WORK ITEM:
Each entry must be restated word for word, with nothing omitted.

==============================

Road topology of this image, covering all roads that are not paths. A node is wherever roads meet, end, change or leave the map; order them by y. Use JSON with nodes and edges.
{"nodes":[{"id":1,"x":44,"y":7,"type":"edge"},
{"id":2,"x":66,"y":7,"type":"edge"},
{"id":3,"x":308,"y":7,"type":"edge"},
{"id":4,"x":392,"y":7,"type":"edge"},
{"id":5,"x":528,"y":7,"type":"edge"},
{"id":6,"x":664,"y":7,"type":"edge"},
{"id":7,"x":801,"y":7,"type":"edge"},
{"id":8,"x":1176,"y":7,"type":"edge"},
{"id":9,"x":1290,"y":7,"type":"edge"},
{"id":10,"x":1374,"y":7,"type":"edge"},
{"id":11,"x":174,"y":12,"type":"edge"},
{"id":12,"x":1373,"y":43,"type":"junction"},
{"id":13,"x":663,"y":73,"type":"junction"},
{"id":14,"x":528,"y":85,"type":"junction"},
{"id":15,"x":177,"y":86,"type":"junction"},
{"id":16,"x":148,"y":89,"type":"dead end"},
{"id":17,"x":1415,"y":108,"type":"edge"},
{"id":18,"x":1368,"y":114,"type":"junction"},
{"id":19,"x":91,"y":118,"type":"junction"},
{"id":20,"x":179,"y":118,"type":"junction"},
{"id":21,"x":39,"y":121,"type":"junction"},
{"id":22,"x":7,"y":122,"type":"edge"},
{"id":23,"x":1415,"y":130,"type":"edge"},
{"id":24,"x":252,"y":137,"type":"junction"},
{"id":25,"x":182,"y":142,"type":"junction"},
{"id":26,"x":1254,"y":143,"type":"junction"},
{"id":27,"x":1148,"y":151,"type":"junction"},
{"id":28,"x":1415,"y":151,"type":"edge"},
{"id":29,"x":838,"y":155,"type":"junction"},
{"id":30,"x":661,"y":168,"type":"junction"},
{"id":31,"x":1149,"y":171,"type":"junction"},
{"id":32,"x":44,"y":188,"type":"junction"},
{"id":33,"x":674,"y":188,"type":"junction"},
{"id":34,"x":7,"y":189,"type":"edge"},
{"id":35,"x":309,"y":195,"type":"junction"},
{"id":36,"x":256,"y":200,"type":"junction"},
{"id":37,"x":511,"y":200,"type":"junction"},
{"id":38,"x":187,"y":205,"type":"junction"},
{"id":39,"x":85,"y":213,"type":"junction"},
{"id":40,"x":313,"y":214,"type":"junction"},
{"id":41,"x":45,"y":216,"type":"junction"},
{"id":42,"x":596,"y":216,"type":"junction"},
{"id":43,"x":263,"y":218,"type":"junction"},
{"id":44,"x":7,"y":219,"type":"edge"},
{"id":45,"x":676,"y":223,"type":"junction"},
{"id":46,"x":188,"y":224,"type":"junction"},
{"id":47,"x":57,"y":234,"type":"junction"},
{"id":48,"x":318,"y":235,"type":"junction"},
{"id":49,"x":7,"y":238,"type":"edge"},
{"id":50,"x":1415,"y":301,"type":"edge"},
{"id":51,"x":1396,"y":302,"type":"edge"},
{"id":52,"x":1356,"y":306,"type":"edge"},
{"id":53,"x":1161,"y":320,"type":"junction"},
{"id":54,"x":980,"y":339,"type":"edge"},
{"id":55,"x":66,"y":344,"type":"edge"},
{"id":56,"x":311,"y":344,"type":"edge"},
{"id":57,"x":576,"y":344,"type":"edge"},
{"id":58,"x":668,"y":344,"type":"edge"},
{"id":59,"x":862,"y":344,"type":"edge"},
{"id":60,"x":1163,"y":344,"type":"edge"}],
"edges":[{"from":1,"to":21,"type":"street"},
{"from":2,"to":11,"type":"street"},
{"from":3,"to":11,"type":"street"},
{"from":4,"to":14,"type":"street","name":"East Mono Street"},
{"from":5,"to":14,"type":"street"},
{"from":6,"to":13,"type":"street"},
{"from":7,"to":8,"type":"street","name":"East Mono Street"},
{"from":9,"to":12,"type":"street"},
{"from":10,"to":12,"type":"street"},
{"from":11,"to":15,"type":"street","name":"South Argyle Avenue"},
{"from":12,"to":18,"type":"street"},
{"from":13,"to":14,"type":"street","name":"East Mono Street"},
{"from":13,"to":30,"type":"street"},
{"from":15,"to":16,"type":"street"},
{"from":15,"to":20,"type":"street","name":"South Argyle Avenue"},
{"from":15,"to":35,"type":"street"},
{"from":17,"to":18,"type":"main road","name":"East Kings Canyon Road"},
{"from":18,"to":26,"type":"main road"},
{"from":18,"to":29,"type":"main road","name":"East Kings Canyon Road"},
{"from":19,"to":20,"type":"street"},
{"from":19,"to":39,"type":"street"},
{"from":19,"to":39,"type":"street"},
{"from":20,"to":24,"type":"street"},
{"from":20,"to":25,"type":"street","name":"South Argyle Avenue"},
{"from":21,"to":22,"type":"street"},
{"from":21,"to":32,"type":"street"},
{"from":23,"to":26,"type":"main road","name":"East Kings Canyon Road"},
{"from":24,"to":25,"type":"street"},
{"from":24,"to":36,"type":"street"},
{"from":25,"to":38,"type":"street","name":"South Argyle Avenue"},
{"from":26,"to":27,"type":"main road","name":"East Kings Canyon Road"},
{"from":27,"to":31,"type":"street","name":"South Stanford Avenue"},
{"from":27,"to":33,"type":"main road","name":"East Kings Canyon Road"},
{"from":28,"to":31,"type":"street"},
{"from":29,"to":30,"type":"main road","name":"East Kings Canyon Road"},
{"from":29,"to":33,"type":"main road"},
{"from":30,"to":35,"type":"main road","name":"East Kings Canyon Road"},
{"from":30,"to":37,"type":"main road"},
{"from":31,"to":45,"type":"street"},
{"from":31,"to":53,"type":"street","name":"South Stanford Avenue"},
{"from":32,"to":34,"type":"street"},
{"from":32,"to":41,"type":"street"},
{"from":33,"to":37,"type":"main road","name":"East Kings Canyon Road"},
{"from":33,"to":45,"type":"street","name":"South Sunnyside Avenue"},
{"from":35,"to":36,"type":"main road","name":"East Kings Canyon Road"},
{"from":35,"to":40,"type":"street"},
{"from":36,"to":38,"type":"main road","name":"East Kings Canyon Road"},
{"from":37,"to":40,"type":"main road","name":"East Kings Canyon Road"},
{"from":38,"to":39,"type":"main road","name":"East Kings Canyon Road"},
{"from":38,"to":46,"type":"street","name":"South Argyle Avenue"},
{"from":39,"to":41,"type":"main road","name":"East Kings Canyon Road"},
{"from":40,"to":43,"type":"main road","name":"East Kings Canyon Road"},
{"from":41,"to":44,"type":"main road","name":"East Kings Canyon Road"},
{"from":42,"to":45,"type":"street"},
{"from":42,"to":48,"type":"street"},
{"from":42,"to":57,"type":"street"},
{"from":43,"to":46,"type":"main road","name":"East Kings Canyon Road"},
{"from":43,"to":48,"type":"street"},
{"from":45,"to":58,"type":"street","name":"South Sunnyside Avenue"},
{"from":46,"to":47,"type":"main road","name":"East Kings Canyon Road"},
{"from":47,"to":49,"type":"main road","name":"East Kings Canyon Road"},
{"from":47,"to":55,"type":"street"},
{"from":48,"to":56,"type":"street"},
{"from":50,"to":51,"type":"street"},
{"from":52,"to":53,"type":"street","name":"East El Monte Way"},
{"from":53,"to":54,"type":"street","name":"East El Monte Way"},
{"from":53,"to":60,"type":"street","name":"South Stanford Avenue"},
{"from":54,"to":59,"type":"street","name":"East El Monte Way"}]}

==============================

SOLUTION TO THIS TASK:
Road topology of this image, covering all roads that are not paths. A node is wherever roads meet, end, change or leave the map; order them by y. Use JSON with nodes and edges.
{"nodes":[{"id":1,"x":44,"y":7,"type":"edge"},
{"id":2,"x":66,"y":7,"type":"edge"},
{"id":3,"x":308,"y":7,"type":"edge"},
{"id":4,"x":392,"y":7,"type":"edge"},
{"id":5,"x":528,"y":7,"type":"edge"},
{"id":6,"x":664,"y":7,"type":"edge"},
{"id":7,"x":801,"y":7,"type":"edge"},
{"id":8,"x":1176,"y":7,"type":"edge"},
{"id":9,"x":1290,"y":7,"type":"edge"},
{"id":10,"x":1374,"y":7,"type":"edge"},
{"id":11,"x":174,"y":12,"type":"edge"},
{"id":12,"x":1373,"y":43,"type":"junction"},
{"id":13,"x":663,"y":73,"type":"junction"},
{"id":14,"x":528,"y":85,"type":"junction"},
{"id":15,"x":177,"y":86,"type":"junction"},
{"id":16,"x":148,"y":89,"type":"dead end"},
{"id":17,"x":1415,"y":108,"type":"edge"},
{"id":18,"x":1368,"y":114,"type":"junction"},
{"id":19,"x":91,"y":118,"type":"junction"},
{"id":20,"x":179,"y":118,"type":"junction"},
{"id":21,"x":39,"y":121,"type":"junction"},
{"id":22,"x":7,"y":122,"type":"edge"},
{"id":23,"x":1415,"y":130,"type":"edge"},
{"id":24,"x":252,"y":137,"type":"junction"},
{"id":25,"x":182,"y":142,"type":"junction"},
{"id":26,"x":1254,"y":143,"type":"junction"},
{"id":27,"x":1148,"y":151,"type":"junction"},
{"id":28,"x":1415,"y":151,"type":"edge"},
{"id":29,"x":838,"y":155,"type":"junction"},
{"id":30,"x":661,"y":168,"type":"junction"},
{"id":31,"x":1149,"y":171,"type":"junction"},
{"id":32,"x":44,"y":188,"type":"junction"},
{"id":33,"x":674,"y":188,"type":"junction"},
{"id":34,"x":7,"y":189,"type":"edge"},
{"id":35,"x":309,"y":195,"type":"junction"},
{"id":36,"x":256,"y":200,"type":"junction"},
{"id":37,"x":511,"y":200,"type":"junction"},
{"id":38,"x":187,"y":205,"type":"junction"},
{"id":39,"x":85,"y":213,"type":"junction"},
{"id":40,"x":313,"y":214,"type":"junction"},
{"id":41,"x":45,"y":216,"type":"junction"},
{"id":42,"x":596,"y":216,"type":"junction"},
{"id":43,"x":263,"y":218,"type":"junction"},
{"id":44,"x":7,"y":219,"type":"edge"},
{"id":45,"x":676,"y":223,"type":"junction"},
{"id":46,"x":188,"y":224,"type":"junction"},
{"id":47,"x":57,"y":234,"type":"junction"},
{"id":48,"x":318,"y":235,"type":"junction"},
{"id":49,"x":7,"y":238,"type":"edge"},
{"id":50,"x":1415,"y":301,"type":"edge"},
{"id":51,"x":1396,"y":302,"type":"edge"},
{"id":52,"x":1356,"y":306,"type":"edge"},
{"id":53,"x":1161,"y":320,"type":"junction"},
{"id":54,"x":980,"y":339,"type":"edge"},
{"id":55,"x":66,"y":344,"type":"edge"},
{"id":56,"x":311,"y":344,"type":"edge"},
{"id":57,"x":576,"y":344,"type":"edge"},
{"id":58,"x":668,"y":344,"type":"edge"},
{"id":59,"x":862,"y":344,"type":"edge"},
{"id":60,"x":1163,"y":344,"type":"edge"}],
"edges":[{"from":1,"to":21,"type":"street"},
{"from":2,"to":11,"type":"street"},
{"from":3,"to":11,"type":"street"},
{"from":4,"to":14,"type":"street","name":"East Mono Street"},
{"from":5,"to":14,"type":"street"},
{"from":6,"to":13,"type":"street"},
{"from":7,"to":8,"type":"street","name":"East Mono Street"},
{"from":9,"to":12,"type":"street"},
{"from":10,"to":12,"type":"street"},
{"from":11,"to":15,"type":"street","name":"South Argyle Avenue"},
{"from":12,"to":18,"type":"street"},
{"from":13,"to":14,"type":"street","name":"East Mono Street"},
{"from":13,"to":30,"type":"street"},
{"from":15,"to":16,"type":"street"},
{"from":15,"to":20,"type":"street","name":"South Argyle Avenue"},
{"from":15,"to":35,"type":"street"},
{"from":17,"to":18,"type":"main road","name":"East Kings Canyon Road"},
{"from":18,"to":26,"type":"main road"},
{"from":18,"to":29,"type":"main road","name":"East Kings Canyon Road"},
{"from":19,"to":20,"type":"street"},
{"from":19,"to":39,"type":"street"},
{"from":19,"to":39,"type":"street"},
{"from":20,"to":24,"type":"street"},
{"from":20,"to":25,"type":"street","name":"South Argyle Avenue"},
{"from":21,"to":22,"type":"street"},
{"from":21,"to":32,"type":"street"},
{"from":23,"to":26,"type":"main road","name":"East Kings Canyon Road"},
{"from":24,"to":25,"type":"street"},
{"from":24,"to":36,"type":"street"},
{"from":25,"to":38,"type":"street","name":"South Argyle Avenue"},
{"from":26,"to":27,"type":"main road","name":"East Kings Canyon Road"},
{"from":27,"to":31,"type":"street","name":"South Stanford Avenue"},
{"from":27,"to":33,"type":"main road","name":"East Kings Canyon Road"},
{"from":28,"to":31,"type":"street"},
{"from":29,"to":30,"type":"main road","name":"East Kings Canyon Road"},
{"from":29,"to":33,"type":"main road"},
{"from":30,"to":35,"type":"main road","name":"East Kings Canyon Road"},
{"from":30,"to":37,"type":"main road"},
{"from":31,"to":45,"type":"street"},
{"from":31,"to":53,"type":"street","name":"South Stanford Avenue"},
{"from":32,"to":34,"type":"street"},
{"from":32,"to":41,"type":"street"},
{"from":33,"to":37,"type":"main road","name":"East Kings Canyon Road"},
{"from":33,"to":45,"type":"street","name":"South Sunnyside Avenue"},
{"from":35,"to":36,"type":"main road","name":"East Kings Canyon Road"},
{"from":35,"to":40,"type":"street"},
{"from":36,"to":38,"type":"main road","name":"East Kings Canyon Road"},
{"from":37,"to":40,"type":"main road","name":"East Kings Canyon Road"},
{"from":38,"to":39,"type":"main road","name":"East Kings Canyon Road"},
{"from":38,"to":46,"type":"street","name":"South Argyle Avenue"},
{"from":39,"to":41,"type":"main road","name":"East Kings Canyon Road"},
{"from":40,"to":43,"type":"main road","name":"East Kings Canyon Road"},
{"from":41,"to":44,"type":"main road","name":"East Kings Canyon Road"},
{"from":42,"to":45,"type":"street"},
{"from":42,"to":48,"type":"street"},
{"from":42,"to":57,"type":"street"},
{"from":43,"to":46,"type":"main road","name":"East Kings Canyon Road"},
{"from":43,"to":48,"type":"street"},
{"from":45,"to":58,"type":"street","name":"South Sunnyside Avenue"},
{"from":46,"to":47,"type":"main road","name":"East Kings Canyon Road"},
{"from":47,"to":49,"type":"main road","name":"East Kings Canyon Road"},
{"from":47,"to":55,"type":"street"},
{"from":48,"to":56,"type":"street"},
{"from":50,"to":51,"type":"street"},
{"from":52,"to":53,"type":"street","name":"East El Monte Way"},
{"from":53,"to":54,"type":"street","name":"East El Monte Way"},
{"from":53,"to":60,"type":"street","name":"South Stanford Avenue"},
{"from":54,"to":59,"type":"street","name":"East El Monte Way"}]}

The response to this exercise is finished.